## [Problem details]
Where the string "highway" occurs in a line of the data below, that line should be copied.

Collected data
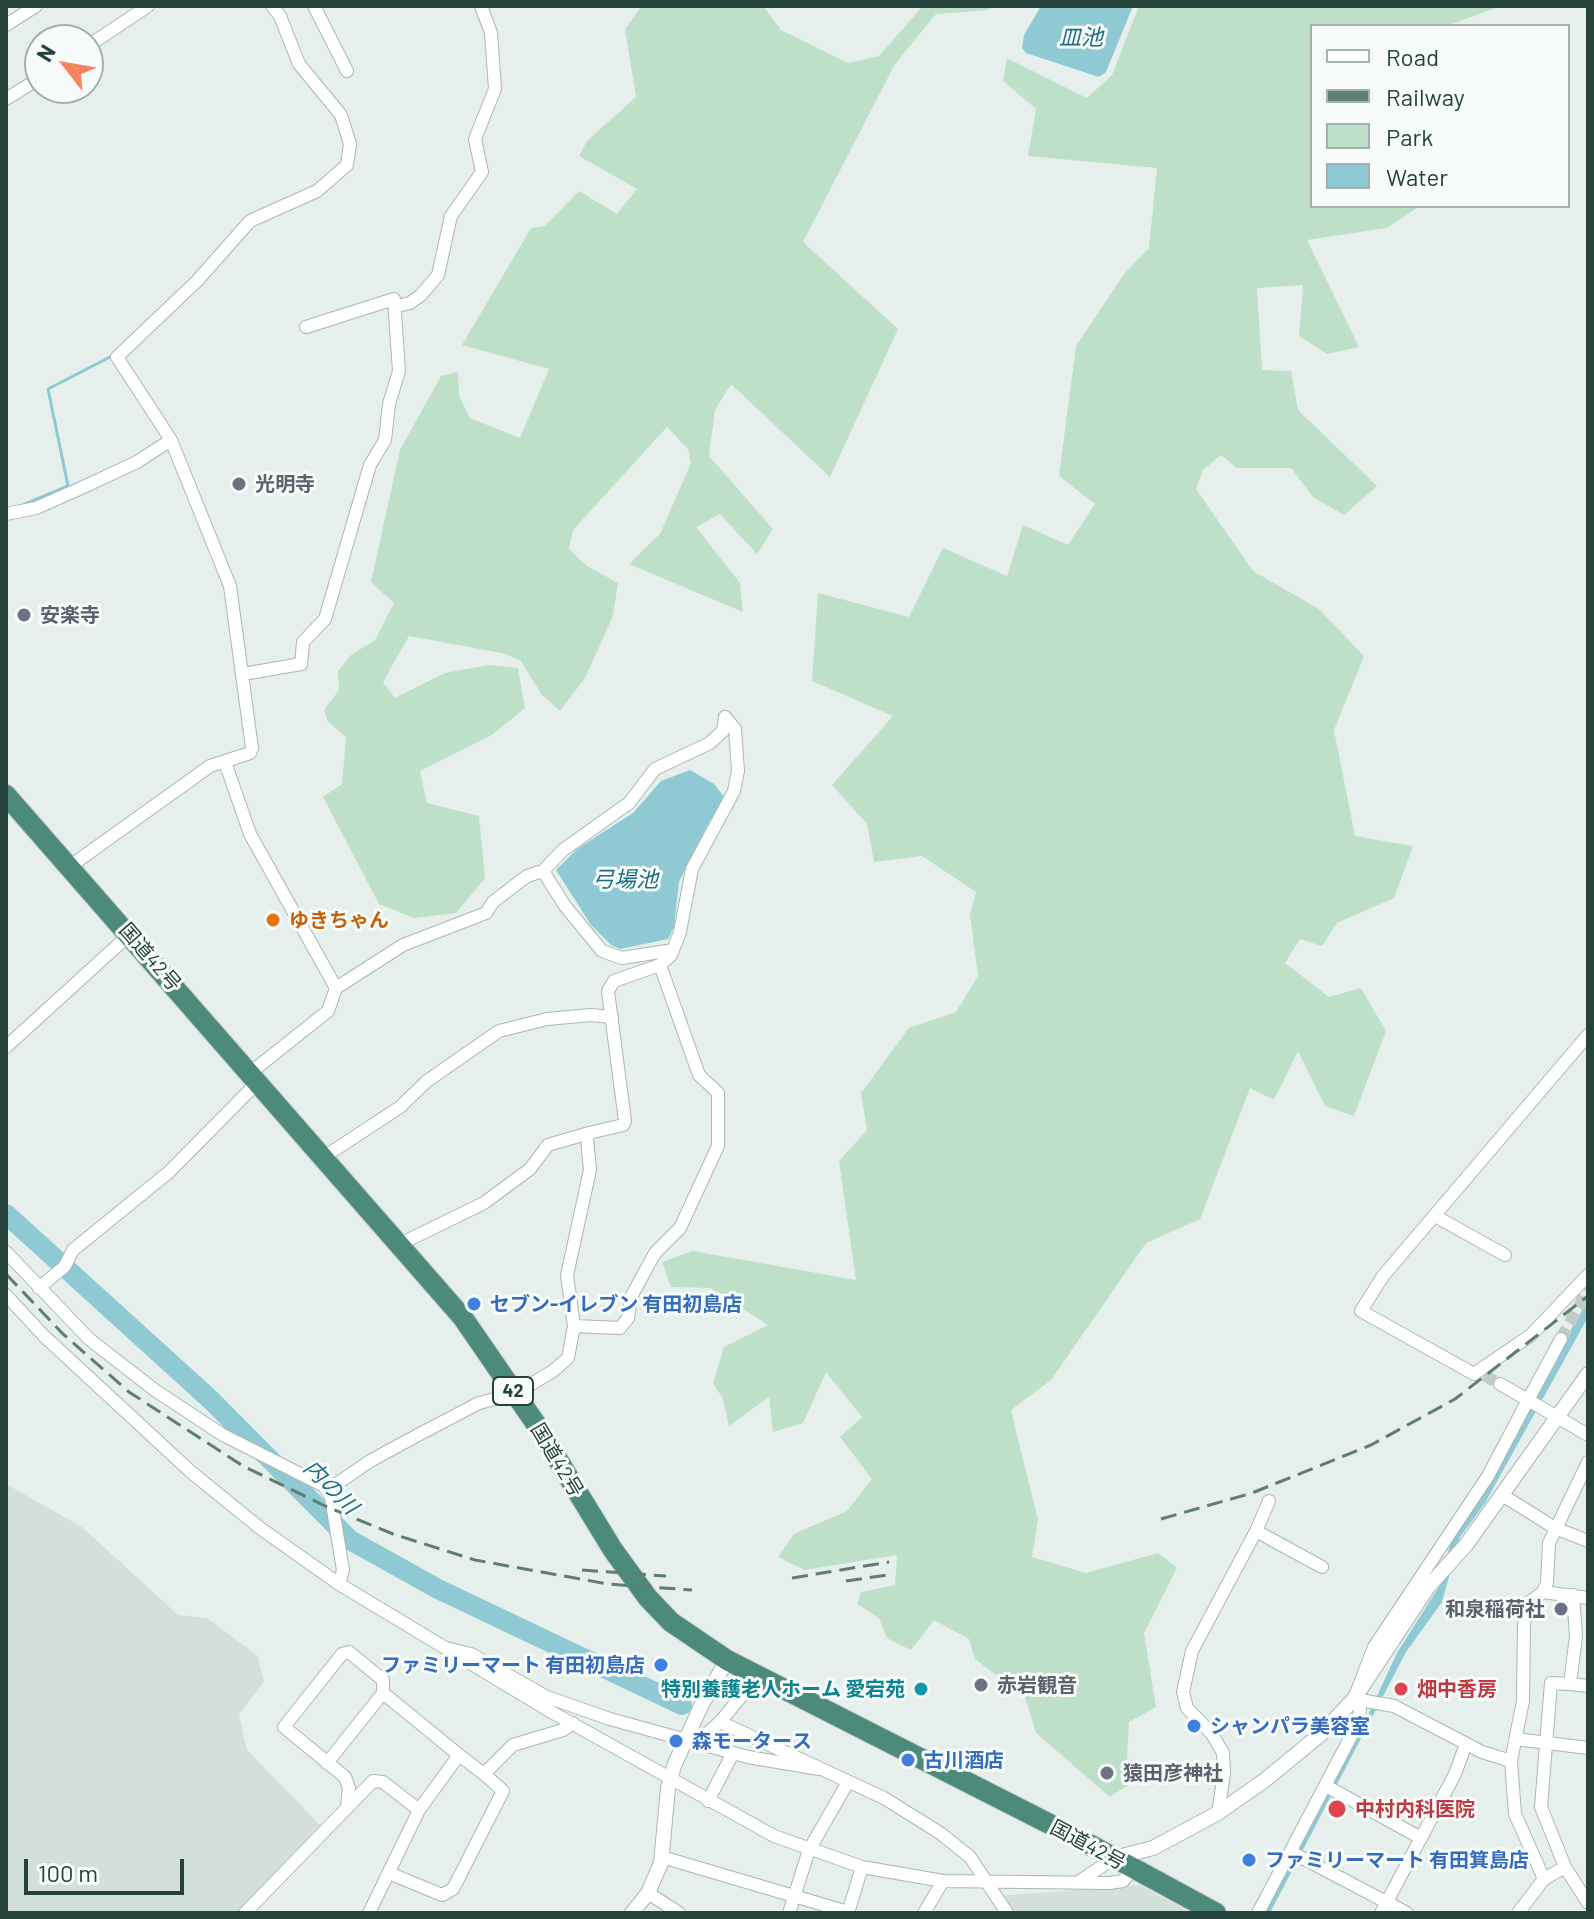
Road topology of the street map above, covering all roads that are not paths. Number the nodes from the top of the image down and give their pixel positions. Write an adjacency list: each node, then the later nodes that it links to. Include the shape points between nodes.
1 (36, 6): 6 (street)
2 (148, 6): 7 (street)
3 (272, 6): 13 (street, via 299,64 341,115 351,155 336,177 317,191 250,221 197,281 117,357)
4 (314, 6): 8 (street)
5 (481, 6): 11 (street, via 491,33 495,89 475,139 482,172 451,216 438,275 421,295)
6 (6, 25)
7 (104, 35)
8 (347, 71)
9 (24, 88): 10 (street)
10 (6, 99)
11 (397, 306): 12 (street, via 394,299); 15 (street, via 399,371 385,440 370,465 325,619 303,642 301,664)
12 (306, 327)
13 (171, 440): 14 (street, via 92,484 36,508); 15 (street, via 230,586)
14 (6, 514)
15 (243, 674): 16 (street, via 252,748)
16 (225, 762): 18 (street, via 176,788); 23 (street, via 250,834)
17 (6, 795): 18 (highway, 国道42号 / 42)
18 (69, 867): 20 (highway, 国道42号 / 42)
19 (543, 871): 21 (street, via 602,951 622,958); 21 (street, via 563,850 629,803 651,773 710,743 723,731 725,717 735,729 734,791 692,869); 23 (street, via 527,876 486,913 403,945)
20 (130, 934): 26 (street); 29 (highway, 国道42号 / 42)
21 (674, 950): 22 (street)
22 (660, 965): 24 (street, via 614,981 608,991); 39 (street, via 699,1075 718,1093 718,1146 676,1235 655,1253 641,1277 625,1322 620,1328)
23 (336, 988): 29 (street, via 328,1011)
24 (612, 1017): 30 (street, via 625,1121); 31 (street, via 547,1019 499,1031)
25 (1588, 1035): 27 (street)
26 (6, 1047)
27 (1575, 1051): 28 (street); 32 (street)
28 (1588, 1058)
29 (254, 1078): 31 (highway, 国道42号 / 42); 37 (street, via 152,1188 73,1250 65,1266)
30 (589, 1133): 33 (street, via 548,1145 530,1169 484,1203); 39 (street, via 590,1170 567,1275)
31 (324, 1157): 33 (highway, 国道42号 / 42)
32 (1435, 1216): 35 (street); 36 (street, via 1383,1276 1361,1311 1474,1374 1549,1320)
33 (400, 1244): 43 (highway, 国道42号 / 42, via 463,1318)
34 (6, 1252): 37 (street)
35 (1505, 1255)
36 (1588, 1275)
37 (39, 1288): 48 (street, via 89,1339 156,1391 223,1435)
38 (7, 1300): 55 (street, via 191,1472)
39 (574, 1326): 43 (street, via 568,1358)
40 (1561, 1339): 44 (street)
41 (1588, 1374): 45 (street)
42 (1500, 1384): 44 (street)
43 (515, 1394): 48 (street, via 479,1403 370,1461); 60 (highway, 国道42号 / 42, via 648,1598 693,1640)
44 (1528, 1400): 45 (street); 65 (street, via 1488,1476 1384,1630)
45 (1557, 1417): 46 (street); 49 (street)
46 (1588, 1435)
47 (1588, 1462): 51 (street)
48 (328, 1490): 55 (street, via 343,1570)
49 (1502, 1495): 51 (street); 65 (street, via 1428,1587)
50 (1269, 1501): 52 (street)
51 (1555, 1528): 53 (street); 56 (street)
52 (1256, 1531): 54 (street); 85 (street, via 1192,1651 1183,1692 1187,1708 1223,1753)
53 (1588, 1541)
54 (1322, 1567)
55 (339, 1584): 59 (street)
56 (1543, 1592): 57 (street); 68 (street, via 1531,1601 1524,1623 1523,1701)
57 (1573, 1595): 58 (street); 62 (street, via 1576,1636)
58 (1588, 1598)
59 (439, 1646): 67 (street); 69 (street, via 471,1654 547,1697)
60 (727, 1660): 61 (highway, 国道42号 / 42); 69 (street)
61 (758, 1676): 66 (street); 91 (highway, 国道42号 / 42)
62 (1570, 1684): 63 (street); 71 (street, via 1551,1683)
63 (1588, 1686)
64 (383, 1693): 74 (street); 76 (street); 76 (street, via 383,1680 349,1652 342,1654 284,1727)
65 (1354, 1699): 70 (street, via 1394,1706); 81 (street, via 1360,1709 1358,1723); 85 (street, via 1284,1766)
66 (720, 1722): 69 (street); 77 (street)
67 (573, 1723): 78 (street, via 513,1745); 79 (street)
68 (1516, 1739): 71 (street); 75 (street)
69 (689, 1743): 73 (street); 79 (street)
70 (1466, 1744): 75 (street); 86 (street)
71 (1546, 1744): 72 (street); 93 (street, via 1541,1807)
72 (1588, 1748)
73 (733, 1753): 77 (street); 82 (street)
74 (459, 1755): 78 (street); 84 (street)
75 (1511, 1761): 96 (street, via 1515,1814)
76 (327, 1763): 83 (street, via 347,1782)
77 (819, 1769): 80 (street)
78 (484, 1774): 95 (street, via 503,1791 453,1889 442,1895)
79 (670, 1779): 82 (street); 90 (street)
80 (848, 1782): 88 (street); 98 (street, via 899,1806 949,1839)
81 (1326, 1786): 86 (street); 89 (street)
82 (708, 1801): 88 (street)
83 (347, 1805): 84 (street, via 377,1781); 105 (street)
84 (419, 1810): 95 (street)
85 (1218, 1813): 87 (street)
86 (1421, 1838): 103 (street)
87 (1153, 1848): 91 (street); 94 (street)
88 (809, 1850): 92 (street); 101 (street)
89 (1291, 1852): 103 (street); 115 (street)
90 (662, 1857): 100 (street); 101 (street)
91 (1114, 1858): 94 (highway, 国道42号 / 42); 99 (street)
92 (862, 1867): 97 (street); 104 (street)
93 (1565, 1867): 96 (street); 102 (street)
94 (1136, 1870): 99 (street, via 1120,1882); 112 (highway, via 1143,1882); 113 (highway, 国道42号 / 42); 114 (highway, via 1150,1869)
95 (389, 1873): 106 (street)
96 (1544, 1879): 117 (street)
97 (943, 1881): 98 (street); 110 (street)
98 (989, 1883): 99 (street); 111 (street)
99 (1073, 1883)
100 (648, 1893): 107 (street); 108 (street)
101 (794, 1896): 104 (street); 109 (street)
102 (1588, 1903)
103 (1384, 1908): 116 (street)
104 (848, 1912)
105 (245, 1913)
106 (369, 1913)
107 (632, 1913)
108 (679, 1913)
109 (789, 1913)
110 (924, 1913)
111 (1007, 1913)
112 (1204, 1913)
113 (1216, 1913)
114 (1235, 1913)
115 (1258, 1913)
116 (1407, 1913)
117 (1518, 1913)

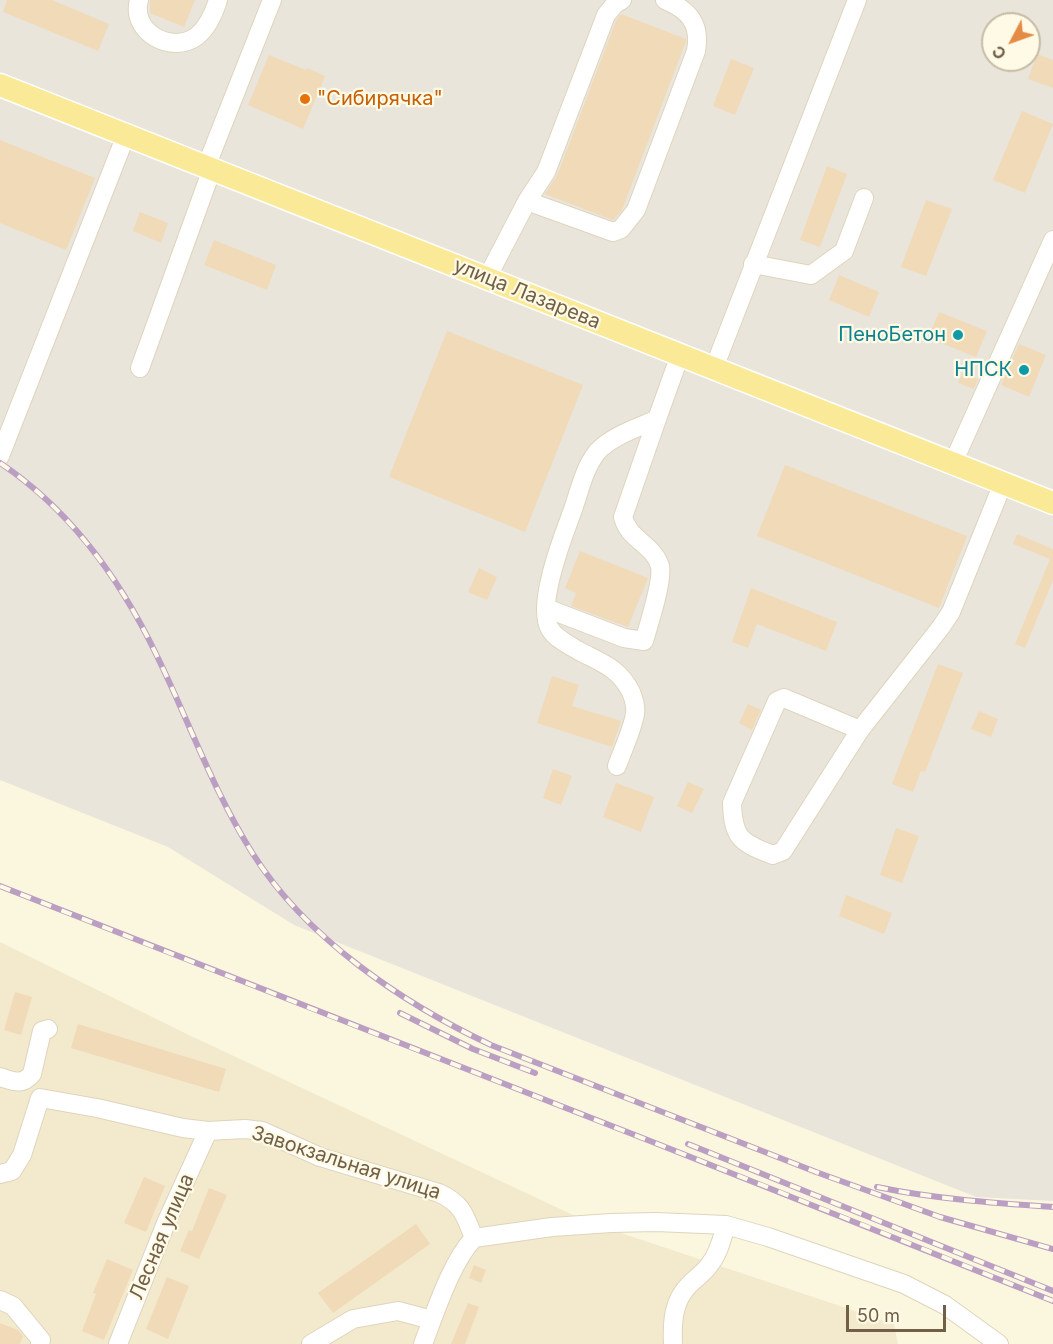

## [Output for this exercise]
17 (6, 795): 18 (highway, 国道42号 / 42)
18 (69, 867): 20 (highway, 国道42号 / 42)
20 (130, 934): 26 (street); 29 (highway, 国道42号 / 42)
29 (254, 1078): 31 (highway, 国道42号 / 42); 37 (street, via 152,1188 73,1250 65,1266)
31 (324, 1157): 33 (highway, 国道42号 / 42)
33 (400, 1244): 43 (highway, 国道42号 / 42, via 463,1318)
43 (515, 1394): 48 (street, via 479,1403 370,1461); 60 (highway, 国道42号 / 42, via 648,1598 693,1640)
60 (727, 1660): 61 (highway, 国道42号 / 42); 69 (street)
61 (758, 1676): 66 (street); 91 (highway, 国道42号 / 42)
91 (1114, 1858): 94 (highway, 国道42号 / 42); 99 (street)
94 (1136, 1870): 99 (street, via 1120,1882); 112 (highway, via 1143,1882); 113 (highway, 国道42号 / 42); 114 (highway, via 1150,1869)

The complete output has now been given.